Dzień przyszedł szybko , nie mogłam spać .
Czułam , że mnie boli ząb. Musiałam koniecznie do dentysty się wybrać.
Obudziłam małą i dałam jej śniadanko . Przyjechał Reus i zabrał dziewczyny.
Dowiedziałam się tylko , że przygotował dużo atrakcji . Jeszcze powiedział mi ,
że szkoda , że z nimi nie jadę , ale muszę inne sprawy załatwić.
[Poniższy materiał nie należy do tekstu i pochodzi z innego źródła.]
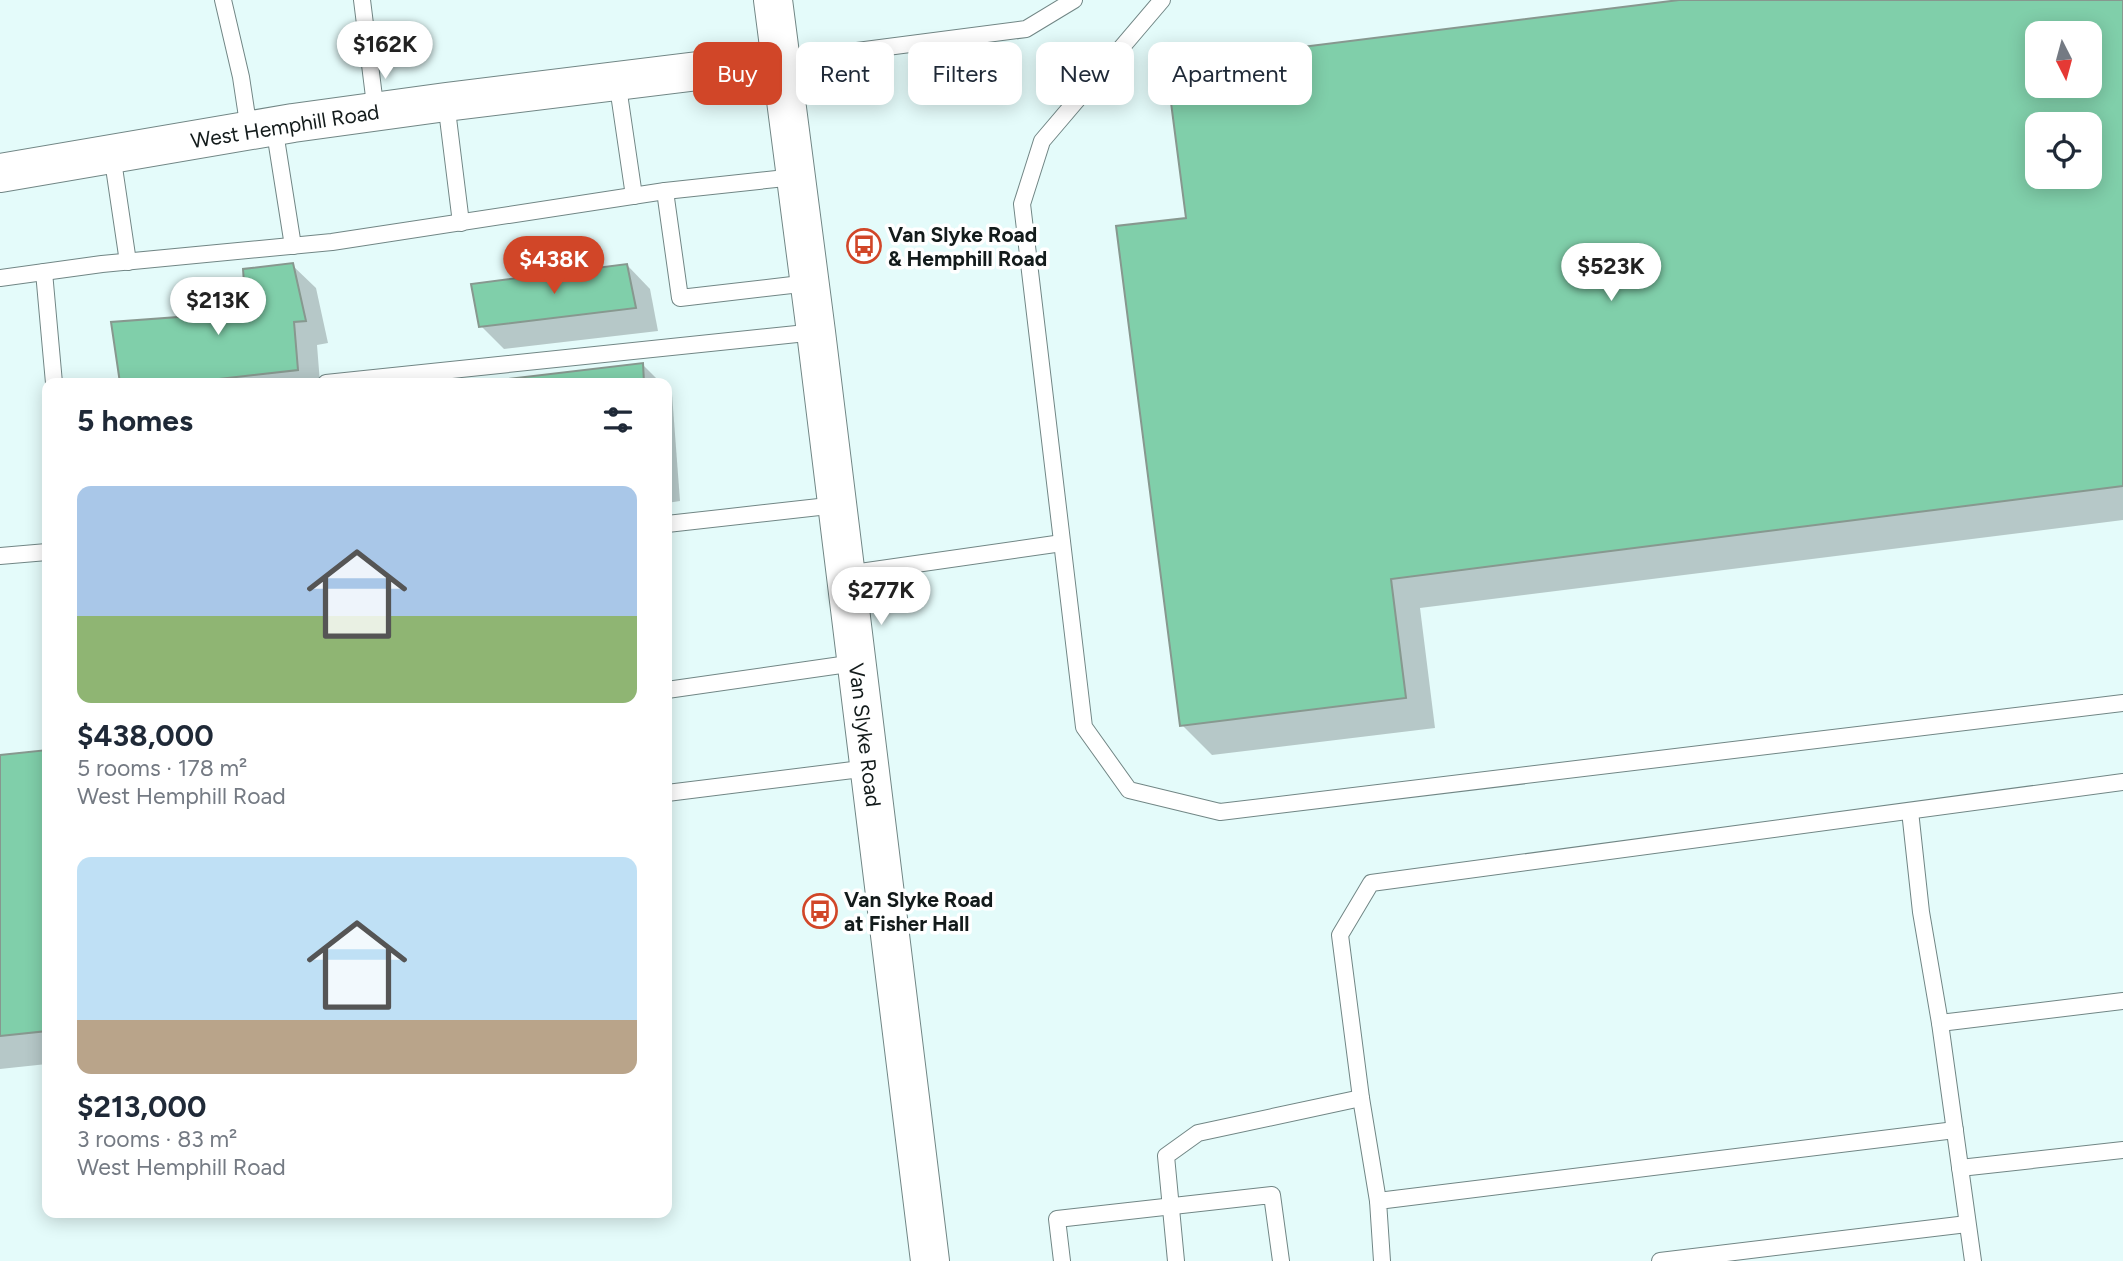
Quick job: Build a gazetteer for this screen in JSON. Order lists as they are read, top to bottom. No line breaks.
{"streets":{"street":["West Hemphill Road","Van Slyke Road"]},"places":{"bus stop":["Van Slyke Road & Hemphill Road","Van Slyke Road at Fisher Hall"]},"north":"bottom","page":{"price":["$162K","$438K","$523K","$213K","$277K"],"chip":["Buy","Rent","Filters","New","Apartment"],"heading":"5 homes","list":[{"name":"$438,000","note":"5 rooms · 178 m² · West Hemphill Road"},{"name":"$213,000","note":"3 rooms · 83 m² · West Hemphill Road"}]}}
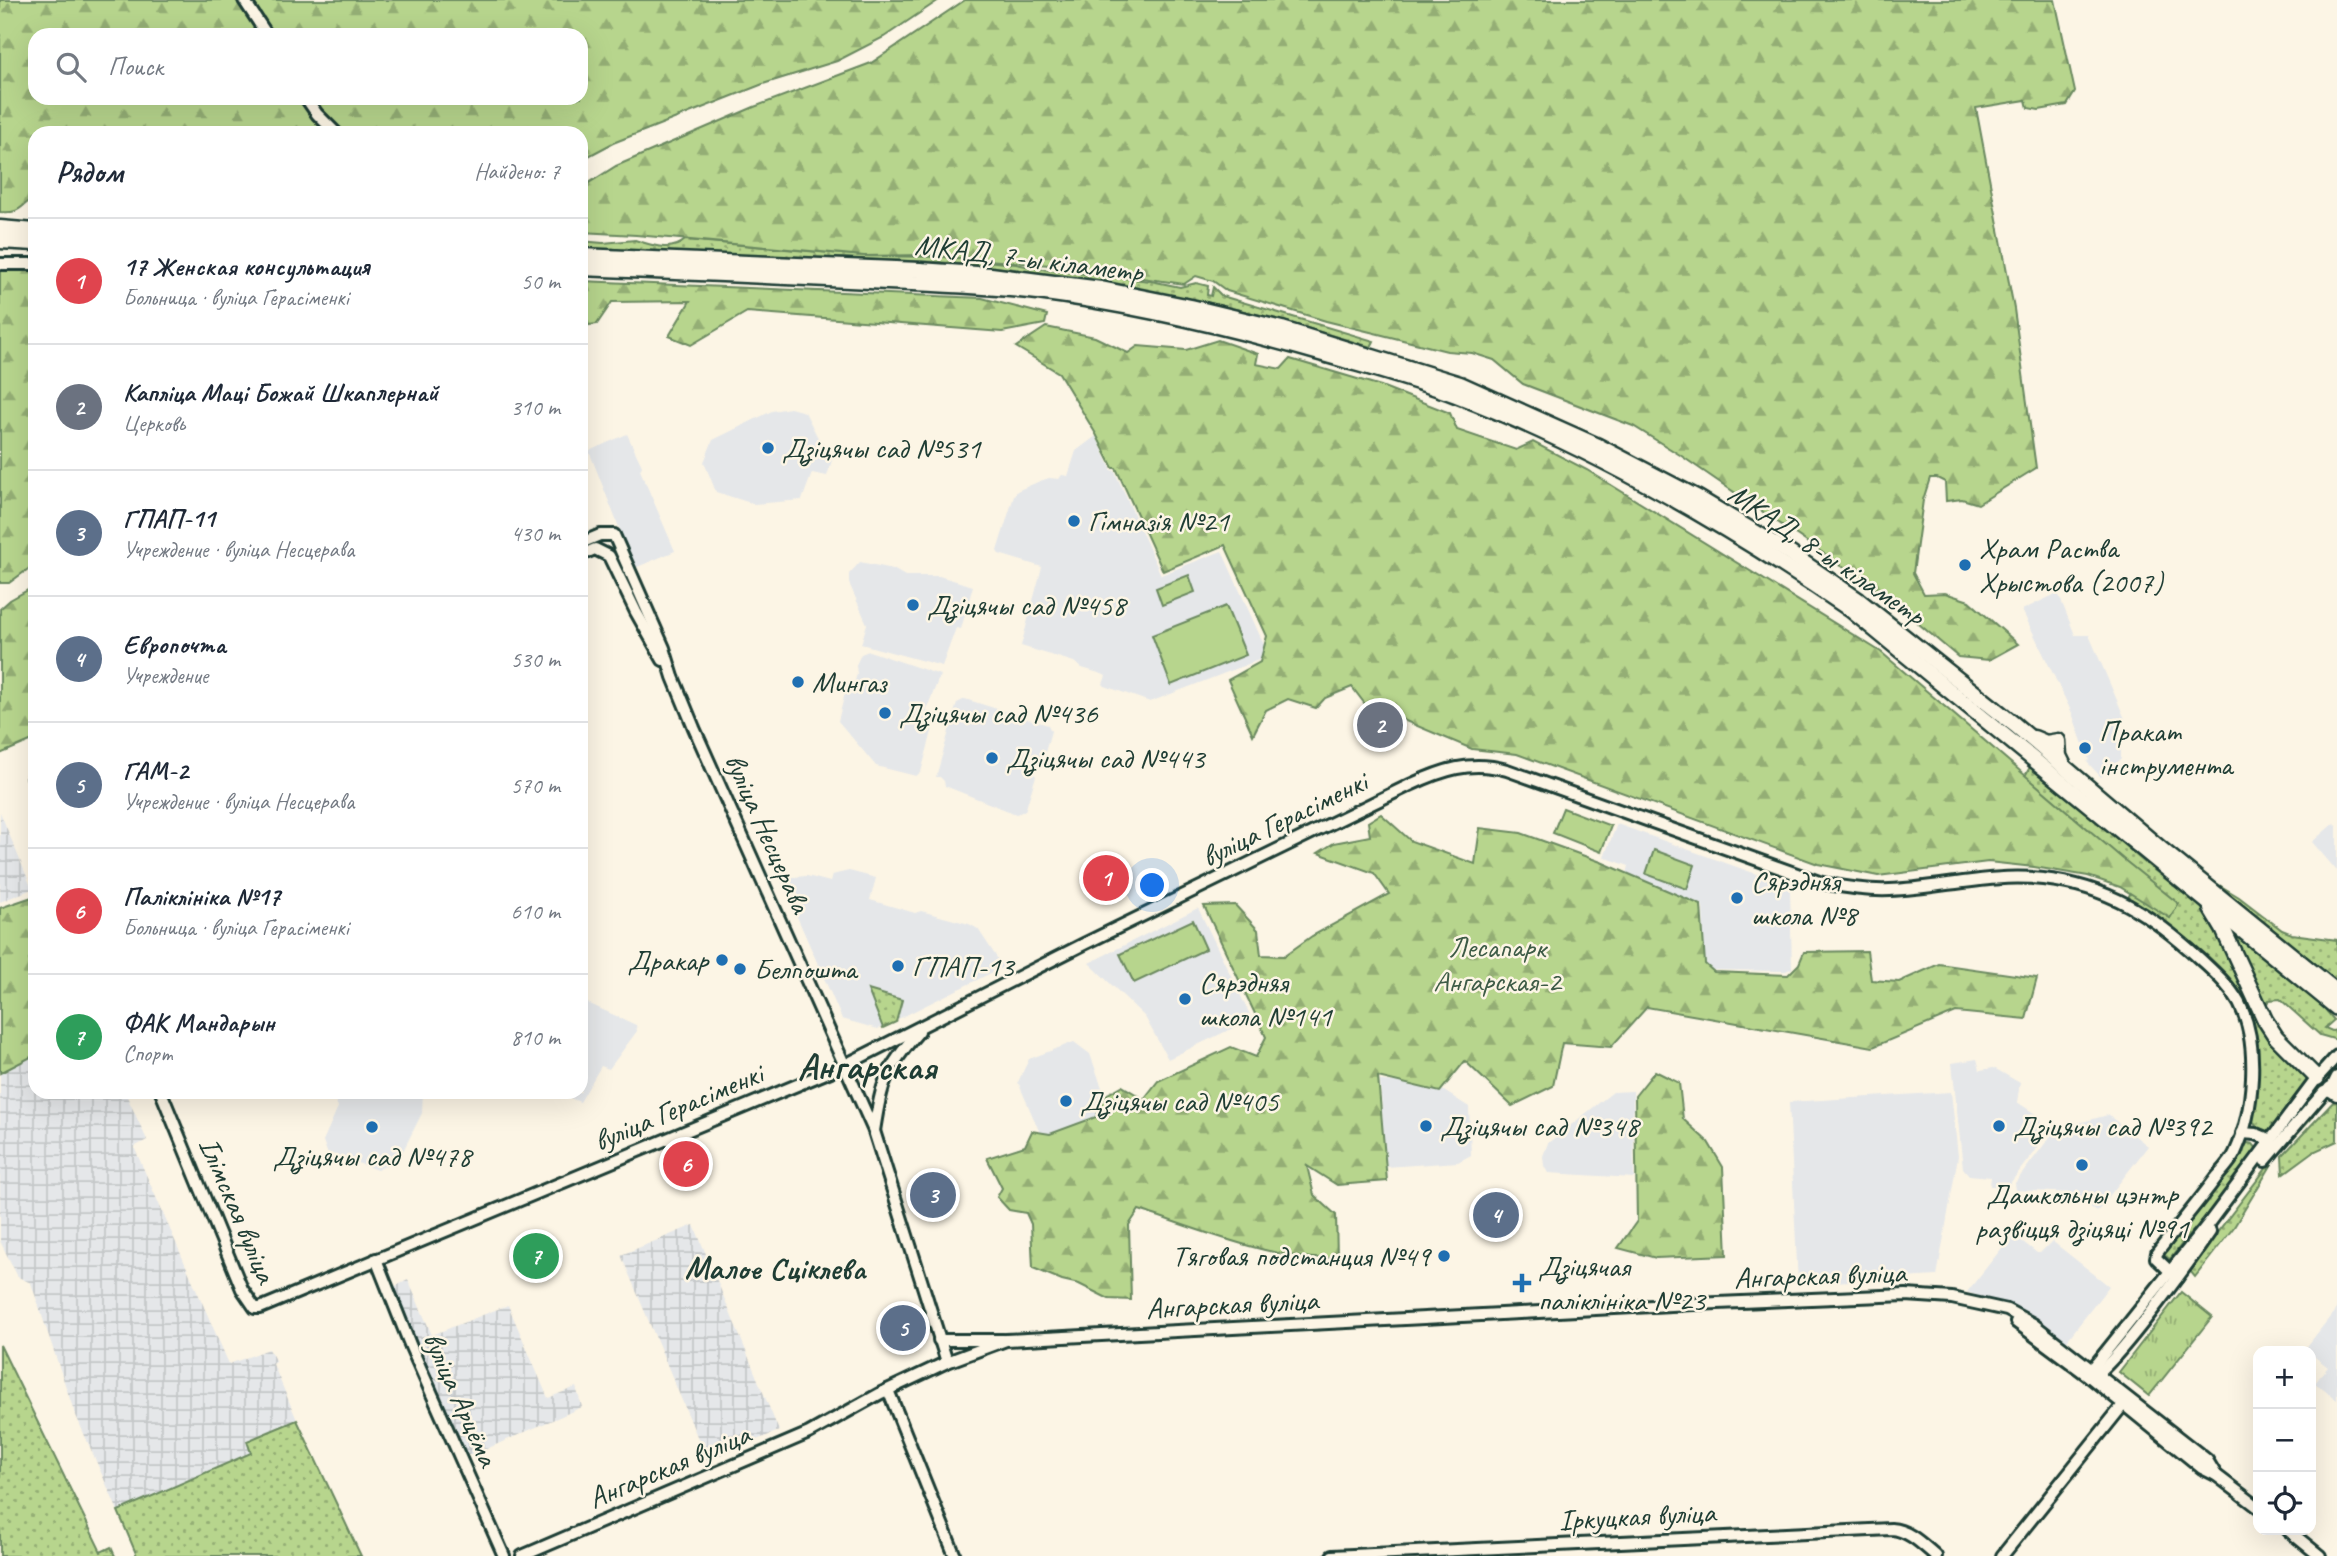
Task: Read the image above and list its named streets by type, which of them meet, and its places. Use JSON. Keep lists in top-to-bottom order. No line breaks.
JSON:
{"streets":{"highway":["МКАД, 7-ы кіламетр","МКАД, 8-ы кіламетр"],"street":["вуліца Герасіменкі","вуліца Несцерава","Ілімская вуліца","Ангарская вуліца","вуліца Арцёма","Іркуцкая вуліца"]},"crossings":[["МКАД, 7-ы кіламетр","МКАД, 8-ы кіламетр"],["вуліца Герасіменкі","вуліца Несцерава"],["вуліца Герасіменкі","Ілімская вуліца"],["вуліца Герасіменкі","вуліца Арцёма"],["вуліца Несцерава","Ангарская вуліца"]],"districts":["Ангарская","Малое Сціклева"],"parks":["Лесапарк Ангарская-2"],"places":{"other":["Дзіцячы сад №531","Гімназія №21","Храм Раства Хрыстова (2007)","Дзіцячы сад №458","Мингаз","Дзіцячы сад №436","Пракат інструмента","Дзіцячы сад №443","Сярэдняя школа №8","Дракар","ГПАП-13","Белпошта","Сярэдняя школа №141","Дзіцячы сад №405","Дзіцячы сад №348","Дзіцячы сад №392","Дзіцячы сад №478","Дашкольны цэнтр развіцця дзіцяці №91","Тяговая подстанция №49"],"health":["Дзіцячая паліклініка №23"]},"page":{"search":"Поиск","heading":["Рядом","Найдено: 7"],"list":[{"mark":"1","name":"17 Женская консультация","note":"Больница · вуліца Герасіменкі","value":"50 m"},{"mark":"2","name":"Капліца Маці Божай Шкаплернай","note":"Церковь","value":"310 m"},{"mark":"3","name":"ГПАП-11","note":"Учреждение · вуліца Несцерава","value":"430 m"},{"mark":"4","name":"Европочта","note":"Учреждение","value":"530 m"},{"mark":"5","name":"ГАМ-2","note":"Учреждение · вуліца Несцерава","value":"570 m"},{"mark":"6","name":"Паліклініка №17","note":"Больница · вуліца Герасіменкі","value":"610 m"},{"mark":"7","name":"ФАК Мандарын","note":"Спорт","value":"810 m"}],"pins":["2","1","6","3","4","7","5"],"map_buttons":["+","−"]}}
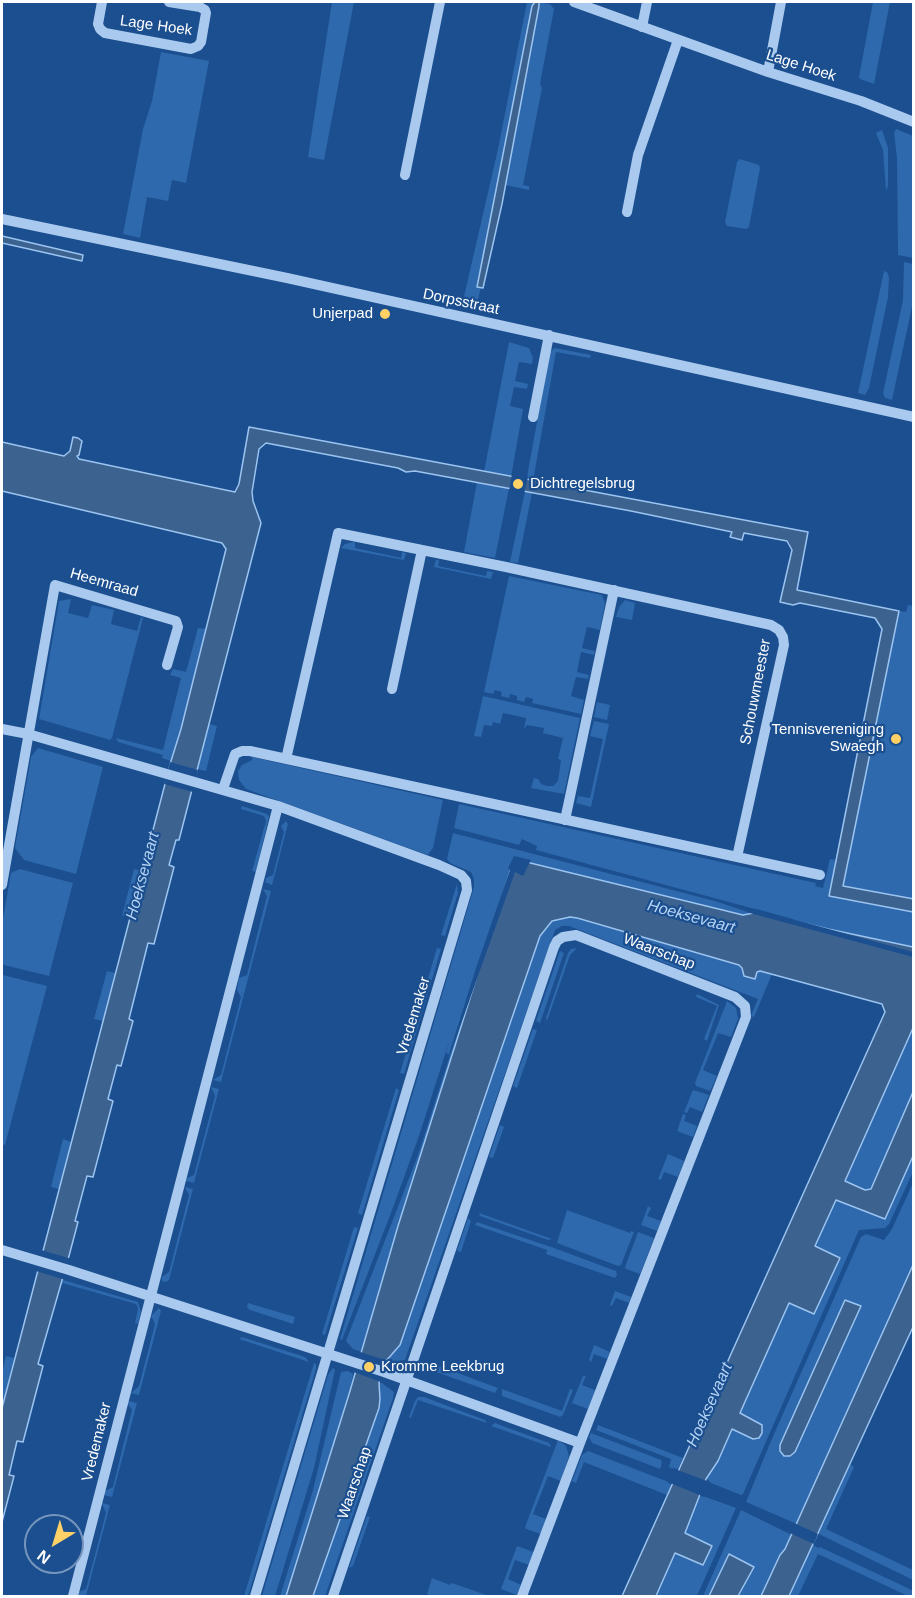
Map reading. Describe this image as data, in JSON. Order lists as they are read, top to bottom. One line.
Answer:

Mieszkałam w Dortmundzie prawie 2
miesiące . Nie byłam jeszcze ani razu u dentysty , więc wolałam poradzić się
Roberta. Pojechałam do niego własnym samochodem , żeby było jak najszybciej.
Lewy jeszcze w piżamie chodził , więc ja zrobiłam mu śniadanie ,a on się
ubierał . Wziął mnie do swojego dentysty. Szczerze to bolało bardzo , ale
dobrze mi zęba zrobił . Przeszliśmy się potem razem na spacer i natrafiliśmy na
Mario . Szedł taki przybity ! Już
pomyślałam , że Judyta mu o ciąży powiedziała , albo sam zauważył . Jednak to
nie było to . On sam też nie wiedział o co mu chodzi . Powiedział nam tylko ,
że musi iść do lekarza. Nie było co robić . Wybraliśmy się więc na zakupy .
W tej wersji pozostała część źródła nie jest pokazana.